September 27 Lucifer

I WOULD HAVE TO CALL ON THE MILITIA, one of my reserve officers of the mongrel race. These humans too often leave a mess in their wake, pointing the blame right back to me--an annoyance and injury in an age when it was so important to keep up a romantic image for the sake of all the new recruits. But for all the sudden shift of circumstances, time, for once, was not on my side, and it would be necessary to enlist an understudy for crisp old Xin at once. I go to my little black book--in my case big and, although it has since gone sooty, white was all they had in leather--and flip straight to the listing reserved for my own personal brigade of sinister Florence Nightingales.

Here's one: Alan. My Angels always a suitable reserve, although a bit of a thick-headed lot. He won't remember our meeting, unlike Mick, Nix, Marianne . . . for whom encounters with the Unholy One are like nightmares but palpably real, memorable as murder but usually a little funnier.

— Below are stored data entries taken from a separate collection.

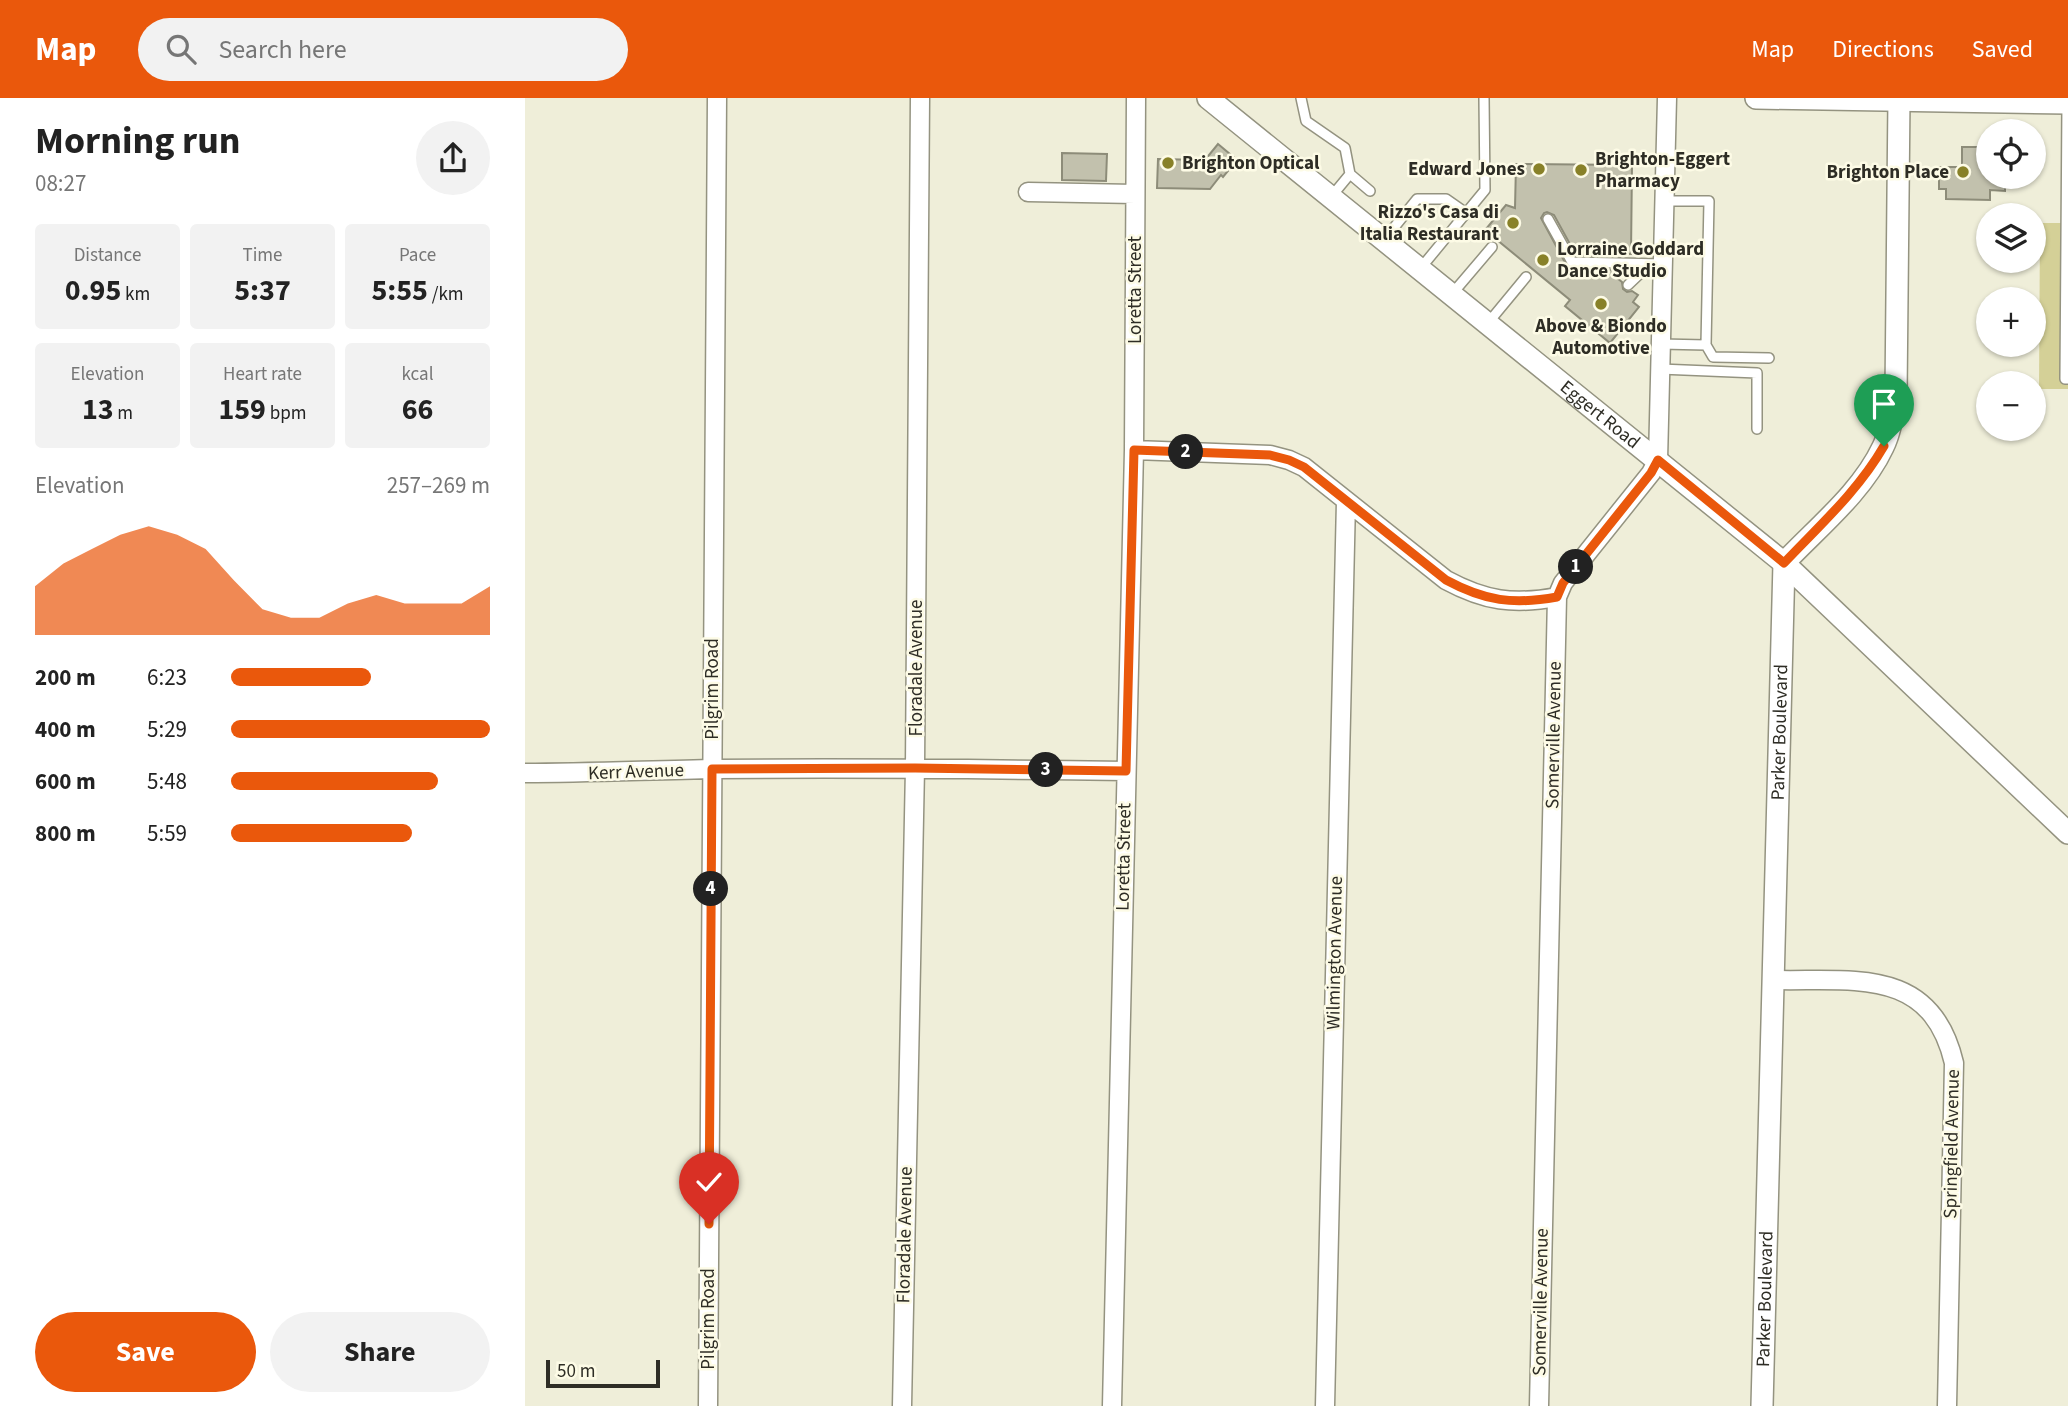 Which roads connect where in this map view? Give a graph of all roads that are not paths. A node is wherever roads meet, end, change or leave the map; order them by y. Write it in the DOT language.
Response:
graph roads {
  1 [pos="717,98"];
  2 [pos="920,98"];
  3 [pos="1136,98"];
  4 [pos="1208,98"];
  5 [pos="1301,98"];
  6 [pos="1484,98"];
  7 [pos="1667,98"];
  8 [pos="1756,98"];
  9 [pos="1899,99"];
  10 [pos="2067,103"];
  11 [pos="1350,174"];
  12 [pos="1370,191"];
  13 [pos="1028,192"];
  14 [pos="1135,194"];
  15 [pos="1331,197"];
  16 [pos="1664,201"];
  17 [pos="1466,213"];
  18 [pos="1548,219"];
  19 [pos="1384,240"];
  20 [pos="1492,247"];
  21 [pos="1656,264"];
  22 [pos="1420,269"];
  23 [pos="1526,277"];
  24 [pos="1628,285"];
  25 [pos="1452,294"];
  26 [pos="1488,323"];
  27 [pos="1661,344"];
  28 [pos="1706,345"];
  29 [pos="1769,358"];
  30 [pos="1660,369"];
  31 [pos="2068,379"];
  32 [pos="1757,429"];
  33 [pos="1134,450"];
  34 [pos="1658,460"];
  35 [pos="1346,501"];
  36 [pos="1784,563"];
  37 [pos="1557,597"];
  38 [pos="915,768"];
  39 [pos="712,769"];
  40 [pos="1126,771"];
  41 [pos="525,773"];
  42 [pos="2068,833"];
  43 [pos="1773,980"];
  44 [pos="708,1406"];
  45 [pos="902,1406"];
  46 [pos="1112,1406"];
  47 [pos="1325,1406"];
  48 [pos="1539,1406"];
  49 [pos="1762,1406"];
  50 [pos="1947,1406"];
  1 -- 39 [label="street, Pilgrim Road"];
  2 -- 38 [label="street, Floradale Avenue"];
  3 -- 14 [label="street, Loretta Street"];
  4 -- 15 [label="street, Eggert Road"];
  5 -- 11 [label="lane"];
  6 -- 17 [label="lane"];
  7 -- 16 [label="street"];
  8 -- 9 [label="street"];
  9 -- 10 [label="street"];
  9 -- 36 [label="street"];
  10 -- 31 [label="lane"];
  11 -- 12 [label="lane"];
  11 -- 15 [label="lane"];
  13 -- 14 [label="street"];
  14 -- 33 [label="street, Loretta Street"];
  15 -- 19 [label="street, Eggert Road"];
  16 -- 21 [label="street"];
  16 -- 28 [label="lane"];
  17 -- 19 [label="lane"];
  17 -- 22 [label="lane"];
  18 -- 21 [label="lane"];
  19 -- 22 [label="street, Eggert Road"];
  20 -- 25 [label="lane"];
  21 -- 24 [label="lane"];
  21 -- 27 [label="street"];
  22 -- 25 [label="street, Eggert Road"];
  23 -- 26 [label="lane"];
  25 -- 26 [label="street, Eggert Road"];
  26 -- 34 [label="street, Eggert Road"];
  27 -- 28 [label="lane"];
  27 -- 30 [label="street"];
  28 -- 29 [label="lane"];
  30 -- 32 [label="lane"];
  30 -- 34 [label="street"];
  33 -- 35 [label="street"];
  33 -- 40 [label="street, Loretta Street"];
  34 -- 36 [label="street, Eggert Road"];
  34 -- 37 [label="street"];
  35 -- 37 [label="street"];
  35 -- 47 [label="street, Wilmington Avenue"];
  36 -- 42 [label="street, Eggert Road"];
  36 -- 43 [label="street, Parker Boulevard"];
  37 -- 48 [label="street, Somerville Avenue"];
  38 -- 39 [label="street, Kerr Avenue"];
  38 -- 40 [label="street, Kerr Avenue"];
  38 -- 45 [label="street, Floradale Avenue"];
  39 -- 41 [label="street, Kerr Avenue"];
  39 -- 44 [label="street, Pilgrim Road"];
  40 -- 46 [label="street, Loretta Street"];
  43 -- 49 [label="street, Parker Boulevard"];
  43 -- 50 [label="street, Springfield Avenue"];
}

"Hello!" he says, "what can I do for you?"

"Welcome," I boom, "help mollify my anxieties."

"Huh?" he huffs, hardly expecting a neurotic for his prince.

Worries, worries, worries. I worry: if an all-around creep who nonetheless serves my purposes will get re-elected President, whether Mick will hold up his end of our contract, if a simple sweetheart's going to get to keep her dream baby--and this one just a movie, but it kept me on the edge of my seat! My analyst calls me a functional neurotic with delusions of grandeur aggravated by a helluva messiah complex.

"Anyway, you can help me with the middle one. When you see the sinister flashing of a leaden, loaded firearm, you'll know the time has come to take the plunge. Here, take this. . . ."

And with this I hand him a dagger, adorned with invisible sigils and glyphs only his eyes could see, etched by yours truly many years earlier above a London alley, under cloak and clamber in a harlot's canopied bed. Czar and his ministers saw it too. Long before that, in another crumbling empire, the selfsame knife had been born of a king's burst belly . . . into a brute's bloody hand.

I've been around, all right. When it's not wielding the weapon personally it's usually to remind the tyrant to wash his hands. To the cold, sweet Popsicle I have always preferred the taste of the stick.